(Recorded data)
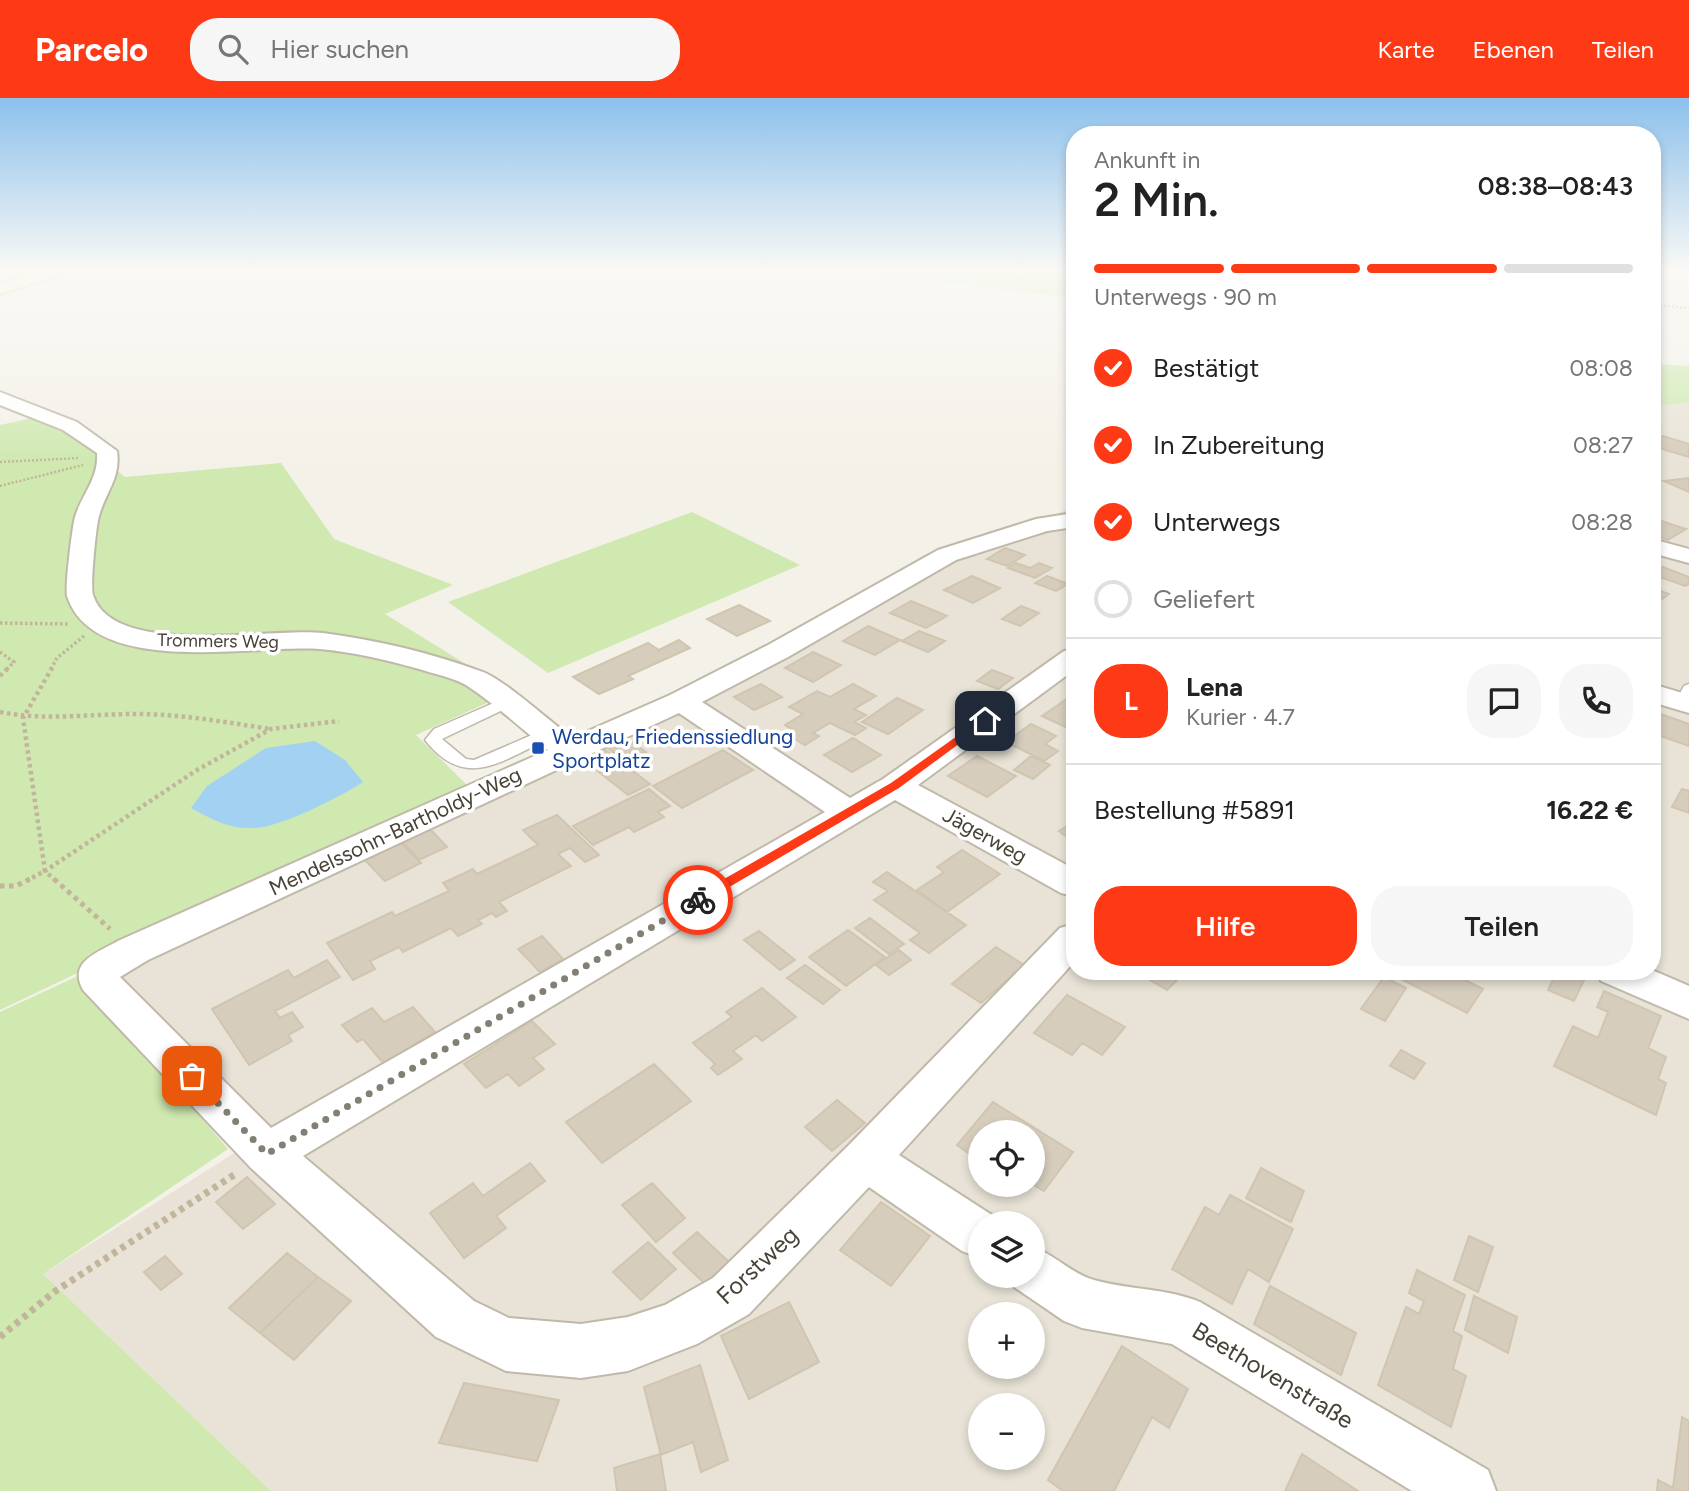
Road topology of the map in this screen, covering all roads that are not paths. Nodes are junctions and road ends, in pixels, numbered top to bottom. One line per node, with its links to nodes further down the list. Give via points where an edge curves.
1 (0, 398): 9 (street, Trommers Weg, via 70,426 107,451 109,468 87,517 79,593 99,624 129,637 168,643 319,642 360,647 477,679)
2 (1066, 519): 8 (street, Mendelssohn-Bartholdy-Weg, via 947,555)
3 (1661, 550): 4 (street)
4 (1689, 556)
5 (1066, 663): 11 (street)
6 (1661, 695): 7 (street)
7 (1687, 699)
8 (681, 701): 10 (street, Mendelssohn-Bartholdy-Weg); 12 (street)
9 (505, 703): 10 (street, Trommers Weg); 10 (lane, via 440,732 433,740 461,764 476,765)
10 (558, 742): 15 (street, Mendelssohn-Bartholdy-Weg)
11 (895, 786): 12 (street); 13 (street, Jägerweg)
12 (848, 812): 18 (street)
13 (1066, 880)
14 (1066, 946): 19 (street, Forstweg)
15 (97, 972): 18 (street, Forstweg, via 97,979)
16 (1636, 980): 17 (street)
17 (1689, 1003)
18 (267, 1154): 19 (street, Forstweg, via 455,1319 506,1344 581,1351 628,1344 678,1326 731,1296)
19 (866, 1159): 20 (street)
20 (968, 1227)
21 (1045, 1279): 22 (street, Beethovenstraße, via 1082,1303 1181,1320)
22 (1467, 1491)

[WHAT YOU ARE ASKED TO DO]: An exact copy of the records is required. Pictures do not belong in it.

[SOLUTION TO THE PROBLEM]:
Road topology of the map in this screen, covering all roads that are not paths. Nodes are junctions and road ends, in pixels, numbered top to bottom. One line per node, with its links to nodes further down the list. Give via points where an edge curves.
1 (0, 398): 9 (street, Trommers Weg, via 70,426 107,451 109,468 87,517 79,593 99,624 129,637 168,643 319,642 360,647 477,679)
2 (1066, 519): 8 (street, Mendelssohn-Bartholdy-Weg, via 947,555)
3 (1661, 550): 4 (street)
4 (1689, 556)
5 (1066, 663): 11 (street)
6 (1661, 695): 7 (street)
7 (1687, 699)
8 (681, 701): 10 (street, Mendelssohn-Bartholdy-Weg); 12 (street)
9 (505, 703): 10 (street, Trommers Weg); 10 (lane, via 440,732 433,740 461,764 476,765)
10 (558, 742): 15 (street, Mendelssohn-Bartholdy-Weg)
11 (895, 786): 12 (street); 13 (street, Jägerweg)
12 (848, 812): 18 (street)
13 (1066, 880)
14 (1066, 946): 19 (street, Forstweg)
15 (97, 972): 18 (street, Forstweg, via 97,979)
16 (1636, 980): 17 (street)
17 (1689, 1003)
18 (267, 1154): 19 (street, Forstweg, via 455,1319 506,1344 581,1351 628,1344 678,1326 731,1296)
19 (866, 1159): 20 (street)
20 (968, 1227)
21 (1045, 1279): 22 (street, Beethovenstraße, via 1082,1303 1181,1320)
22 (1467, 1491)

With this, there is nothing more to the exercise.